## Source information:
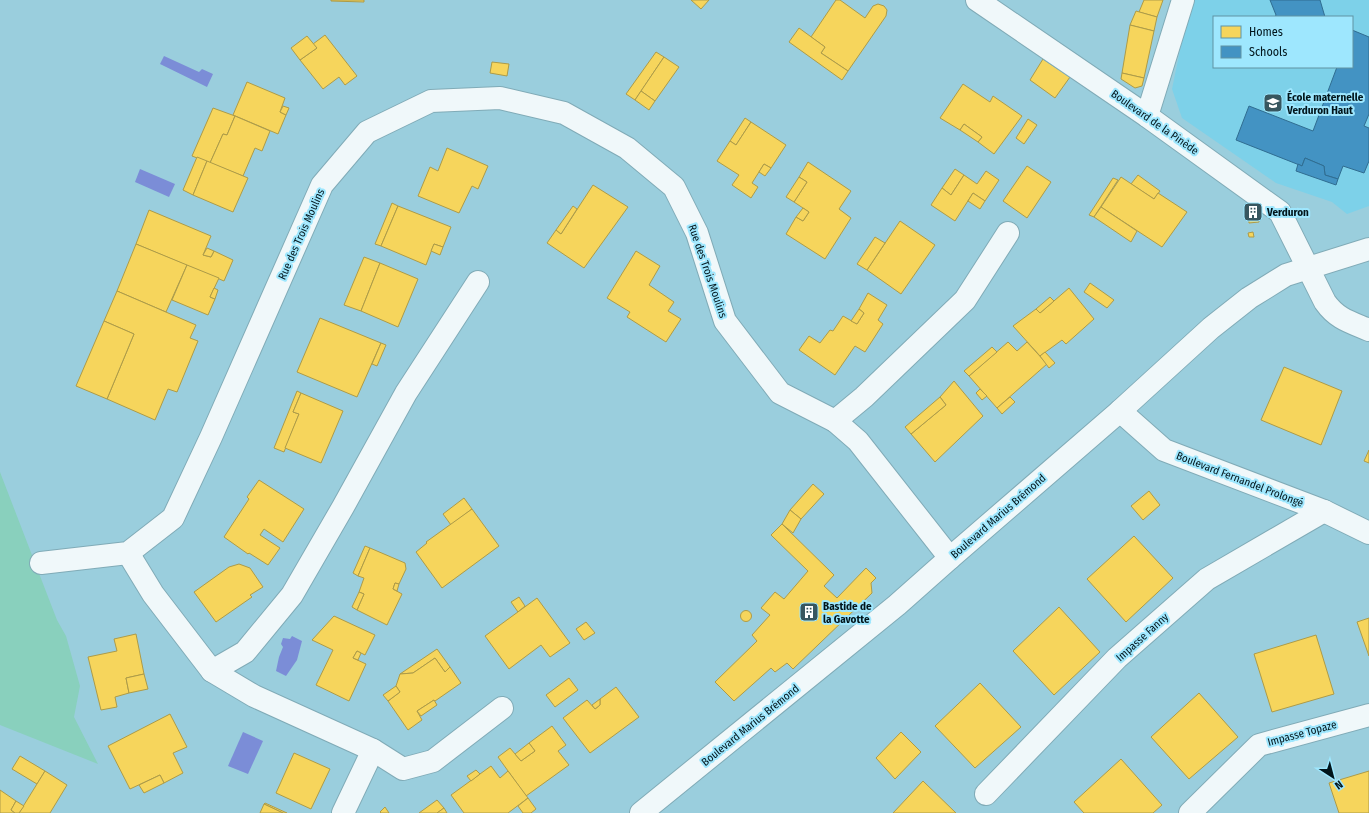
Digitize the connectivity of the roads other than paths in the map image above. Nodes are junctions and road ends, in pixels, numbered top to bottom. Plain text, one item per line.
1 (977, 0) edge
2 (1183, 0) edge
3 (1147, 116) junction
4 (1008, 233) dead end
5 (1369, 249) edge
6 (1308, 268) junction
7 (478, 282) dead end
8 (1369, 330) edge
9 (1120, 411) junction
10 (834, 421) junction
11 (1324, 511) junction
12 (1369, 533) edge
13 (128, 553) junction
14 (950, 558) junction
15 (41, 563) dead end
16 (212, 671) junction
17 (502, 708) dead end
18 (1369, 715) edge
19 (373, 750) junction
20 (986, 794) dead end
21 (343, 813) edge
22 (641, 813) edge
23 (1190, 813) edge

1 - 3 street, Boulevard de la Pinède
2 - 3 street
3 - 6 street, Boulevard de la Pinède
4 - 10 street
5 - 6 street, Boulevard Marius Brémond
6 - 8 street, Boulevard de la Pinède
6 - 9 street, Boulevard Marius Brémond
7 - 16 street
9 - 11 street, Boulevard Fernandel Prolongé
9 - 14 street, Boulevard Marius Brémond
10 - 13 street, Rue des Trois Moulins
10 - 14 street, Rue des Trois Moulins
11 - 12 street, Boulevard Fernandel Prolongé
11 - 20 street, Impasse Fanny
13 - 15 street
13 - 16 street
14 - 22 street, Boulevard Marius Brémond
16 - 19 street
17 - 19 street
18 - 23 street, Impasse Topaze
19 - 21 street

## What you will do:
Could you find every line in the records above that has the string "Prolongé" and copy it?

## Task output:
9 - 11 street, Boulevard Fernandel Prolongé
11 - 12 street, Boulevard Fernandel Prolongé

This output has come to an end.